The Justice Department has closed an investigation into the deaths of two detainees in American custody in Iraq and Afghanistan without bringing any criminal charges.

Attorney General Eric Holder said prosecutors had declined to proceed "because the admissible evidence would not be sufficient to obtain and sustain a conviction beyond a reasonable doubt."

The decision brings to a close more than two years of investigation by veteran Connecticut prosecutor John Durham and a special team of federal agents who worked alongside him. Durham had initially been handpicked by President George W. Bush's final Attorney General to examine the destruction of CIA videotapes that depicted detainee mistreatment after the September 11, 2001, terrorist attacks. But Holder expanded the prosecutor's mandate in 2009, to include possible violations of the anti torture statute by CIA interrogators and contractors.

The probe opened a rift between the Justice Department and the intelligence community, which protested that its operatives had acted well within the guidelines in place during the Bush years. Former Vice President Dick Cheney and other top Republicans blasted Holder for picking through the past.

But in his statement Thursday, Holder gave little ground. He pointed out that the investigation was "limited to a determination of whether prosecutable offenses were committed and was not intended to, and does not resolve, broader questions regarding the propriety" of the detainee treatment.

Update at 8:15 p.m. ET. Human Rights Groups Denounce Decision:

Calling the Justice Department's decision a "scandal" and "shocking," advocacy groups have issued statements in response.
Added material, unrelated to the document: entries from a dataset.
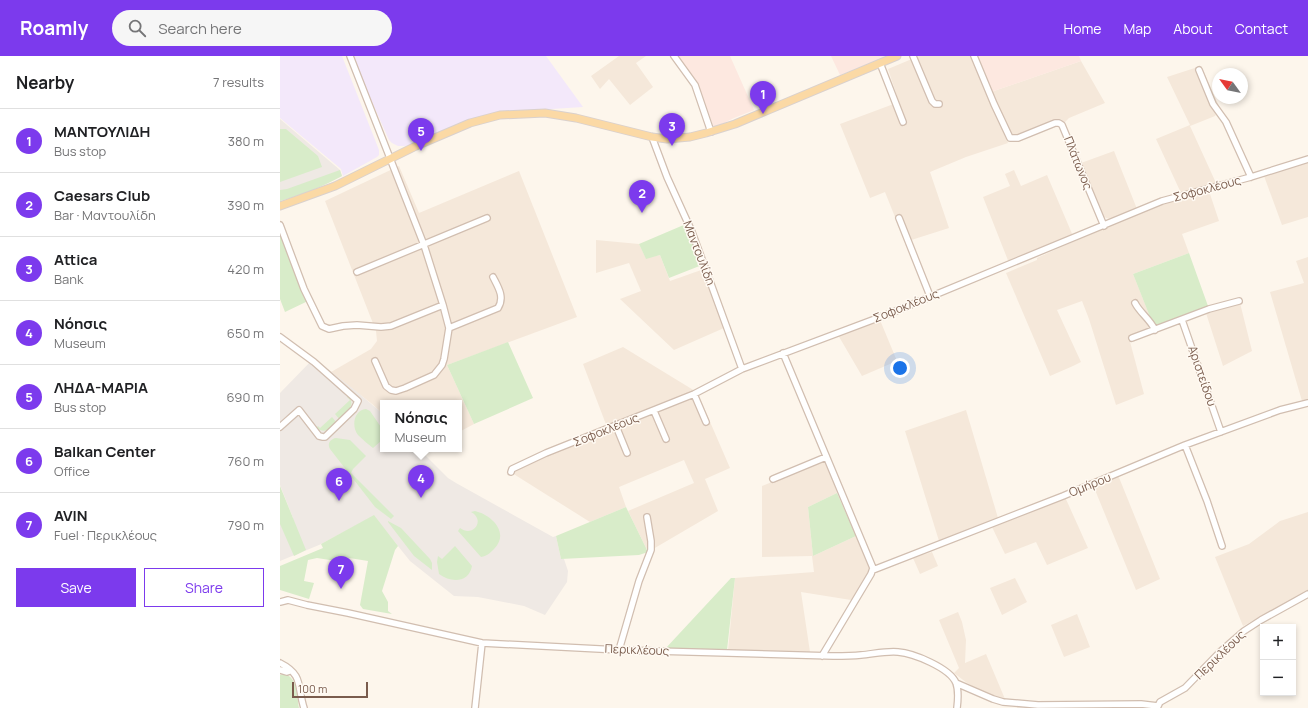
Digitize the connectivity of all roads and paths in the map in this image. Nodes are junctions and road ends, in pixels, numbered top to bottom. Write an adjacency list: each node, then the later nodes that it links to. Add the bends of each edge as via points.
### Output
1 (350, 56): 12 (street)
2 (674, 56): 10 (street, via 695,85)
3 (897, 56): 6 (main road)
4 (913, 56): 8 (street, via 932,101)
5 (974, 56): 19 (street, Πλάτωνος, via 1010,138 1018,138 1055,123 1062,125)
6 (880, 63): 9 (street); 10 (main road, via 736,124)
7 (1199, 70): 14 (street, via 1213,104 1226,122)
8 (939, 104)
9 (903, 122)
10 (711, 132): 11 (main road, via 679,138)
11 (652, 137): 12 (main road, via 562,115 500,115 470,123); 34 (street, Μαντουλίδη, via 692,232)
12 (390, 159): 15 (main road, via 335,186); 20 (street)
13 (1308, 159): 14 (street, Σοφοκλέους)
14 (1251, 178): 19 (street, Σοφοκλέους, via 1170,198)
15 (280, 206)
16 (487, 218): 20 (street)
17 (899, 218): 23 (street)
18 (280, 225): 26 (street, via 304,289 322,326 329,330 357,325 391,326)
19 (1104, 226): 23 (street, Σοφοκλέους)
20 (424, 245): 21 (street); 26 (street)
21 (357, 272)
22 (493, 277): 28 (street, via 500,291 501,303 498,308)
23 (930, 296): 32 (street, Σοφοκλέους)
24 (1239, 300): 27 (street)
25 (1135, 303): 29 (street)
26 (443, 305): 28 (street)
27 (1182, 320): 29 (street); 41 (street, Αριστείδου)
28 (449, 328): 33 (street, via 442,365 439,371 428,379 396,391 391,390 386,386)
29 (1155, 330): 31 (street)
30 (280, 337): 40 (street, via 314,362 358,402 354,409 323,437 319,436 299,410)
31 (1132, 338)
32 (783, 354): 34 (street, Σοφοκλέους); 45 (street)
33 (375, 361)
34 (742, 369): 35 (street, Σοφοκλέους)
35 (694, 394): 37 (street, Σοφοκλέους); 38 (street)
36 (1308, 403): 41 (street, Ομήρου, via 1280,410)
37 (654, 411): 39 (street, Σοφοκλέους); 42 (street)
38 (706, 422)
39 (616, 426): 44 (street); 46 (street, Σοφοκλέους, via 526,462)
40 (280, 427)
41 (1221, 432): 43 (street, Ομήρου)
42 (666, 439)
43 (1185, 445): 49 (street); 50 (street, Ομήρου)
44 (627, 453)
45 (826, 457): 47 (street); 50 (street)
46 (510, 472)
47 (773, 479)
48 (647, 517): 55 (street, via 651,550)
49 (1222, 546)
50 (873, 570): 54 (street)
51 (1308, 594): 62 (street, Περικλέους, via 1244,631 1185,688 1161,701)
52 (282, 599): 53 (street, Περικλέους)
53 (482, 643): 55 (street, Περικλέους); 64 (street)
54 (829, 645): 56 (street); 57 (street)
55 (619, 650): 56 (street, Περικλέους)
56 (822, 656): 57 (street, Περικλέους)
57 (833, 656): 61 (street, Περικλέους, via 900,652 942,668)
58 (280, 663): 60 (street)
59 (280, 671): 60 (street)
60 (290, 671): 63 (street, via 298,678)
61 (956, 683): 62 (street, via 993,699 1012,702 1038,705 1141,704); 65 (street)
62 (1157, 707)
63 (304, 708)
64 (475, 708)
65 (957, 708)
Jameel Jaffer, the deputy legal director for the ACLU, said not filing charges "is yet another entry in what is already a shameful record":

"That the Justice Department will hold no one accountable for the killing of prisoners in CIA custody is nothing short of a scandal. The Justice Department has declined to bring charges against the officials who authorized torture, the lawyers who sought to legitimate it, and the interrogators who used it. It has successfully shut down every legal suit meant to hold officials civilly liable."

Human Rights First, which conducted a report in 2006 on deaths of almost 100 detainees, also released a statement. Advocacy counsel Melina Milazzo said, in part:

"These cases deserved to be taken more seriously from the outset. When you don't take seriously the duty to investigate criminal acts at the beginning, resolution becomes even more difficult a decade later. It's shocking that the department's review of hundreds of instances of torture and abuse will fail to hold even one person accountable."

CIA director David Petraeus told agency employees in a note that the cases would be closed.

"As intelligence officers, our inclination, of course, is to look ahead to the challenges of the future rather than backwards at those of the past," he said. "Nonetheless, it was very important that we supported fully the Justice Department in its efforts."